TASK STATEMENT: Across the entries that follow, count the lines with the string "bottom" and reply with that count alone.
╭─ SOURCE MATERIAL
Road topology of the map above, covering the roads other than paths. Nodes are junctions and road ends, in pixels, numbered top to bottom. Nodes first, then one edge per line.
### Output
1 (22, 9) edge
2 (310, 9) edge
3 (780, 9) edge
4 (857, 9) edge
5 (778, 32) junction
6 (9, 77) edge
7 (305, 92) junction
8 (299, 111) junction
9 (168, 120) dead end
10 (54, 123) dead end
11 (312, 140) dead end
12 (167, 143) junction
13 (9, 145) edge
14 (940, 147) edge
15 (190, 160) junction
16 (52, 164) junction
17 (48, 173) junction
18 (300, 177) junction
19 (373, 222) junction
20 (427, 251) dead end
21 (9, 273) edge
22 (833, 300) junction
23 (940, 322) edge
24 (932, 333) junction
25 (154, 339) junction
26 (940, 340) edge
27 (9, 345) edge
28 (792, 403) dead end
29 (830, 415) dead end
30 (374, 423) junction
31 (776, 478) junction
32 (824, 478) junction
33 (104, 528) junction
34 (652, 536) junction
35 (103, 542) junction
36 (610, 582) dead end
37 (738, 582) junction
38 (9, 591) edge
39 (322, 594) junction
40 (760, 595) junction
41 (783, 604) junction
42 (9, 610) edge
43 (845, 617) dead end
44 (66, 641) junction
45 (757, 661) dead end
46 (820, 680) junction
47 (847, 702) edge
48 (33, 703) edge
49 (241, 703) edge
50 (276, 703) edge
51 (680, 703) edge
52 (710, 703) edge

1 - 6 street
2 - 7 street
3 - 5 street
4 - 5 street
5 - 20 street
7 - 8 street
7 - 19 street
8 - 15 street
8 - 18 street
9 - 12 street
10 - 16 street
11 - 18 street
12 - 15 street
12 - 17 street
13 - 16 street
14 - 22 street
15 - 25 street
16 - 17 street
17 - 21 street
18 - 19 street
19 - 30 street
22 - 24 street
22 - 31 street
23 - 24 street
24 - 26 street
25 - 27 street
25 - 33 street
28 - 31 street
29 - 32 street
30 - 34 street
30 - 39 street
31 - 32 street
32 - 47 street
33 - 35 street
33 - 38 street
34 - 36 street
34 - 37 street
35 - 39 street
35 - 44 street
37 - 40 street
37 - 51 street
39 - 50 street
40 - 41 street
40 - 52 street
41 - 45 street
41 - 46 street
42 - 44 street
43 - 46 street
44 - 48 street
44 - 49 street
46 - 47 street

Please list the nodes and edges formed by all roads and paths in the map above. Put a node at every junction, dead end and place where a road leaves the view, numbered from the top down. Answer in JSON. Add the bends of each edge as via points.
╰─
╭─ SOURCE MATERIAL
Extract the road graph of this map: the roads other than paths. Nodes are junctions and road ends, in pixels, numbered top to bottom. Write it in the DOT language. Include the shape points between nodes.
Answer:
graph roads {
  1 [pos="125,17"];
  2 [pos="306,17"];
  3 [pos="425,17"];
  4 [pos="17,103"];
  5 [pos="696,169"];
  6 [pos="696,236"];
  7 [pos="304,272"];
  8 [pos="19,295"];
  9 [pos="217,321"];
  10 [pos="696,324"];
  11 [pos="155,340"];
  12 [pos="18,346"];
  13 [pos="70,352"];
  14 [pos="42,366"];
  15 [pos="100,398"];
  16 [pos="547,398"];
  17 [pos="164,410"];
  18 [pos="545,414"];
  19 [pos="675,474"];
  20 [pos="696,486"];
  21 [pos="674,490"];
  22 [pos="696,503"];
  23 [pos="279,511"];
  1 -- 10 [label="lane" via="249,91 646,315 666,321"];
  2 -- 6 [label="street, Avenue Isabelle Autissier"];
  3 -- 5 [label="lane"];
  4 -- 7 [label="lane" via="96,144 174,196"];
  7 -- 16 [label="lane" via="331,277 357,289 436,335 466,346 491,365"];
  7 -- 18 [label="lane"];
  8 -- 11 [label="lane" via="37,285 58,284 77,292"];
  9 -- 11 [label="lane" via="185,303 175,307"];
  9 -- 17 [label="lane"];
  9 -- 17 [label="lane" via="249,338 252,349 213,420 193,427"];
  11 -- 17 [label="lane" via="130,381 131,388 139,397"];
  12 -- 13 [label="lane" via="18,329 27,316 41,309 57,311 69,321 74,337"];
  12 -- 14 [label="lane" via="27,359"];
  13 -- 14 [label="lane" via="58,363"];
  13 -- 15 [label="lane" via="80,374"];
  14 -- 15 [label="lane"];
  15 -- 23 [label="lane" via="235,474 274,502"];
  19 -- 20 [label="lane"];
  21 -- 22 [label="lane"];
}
╰─
ANSWER BELOW: 2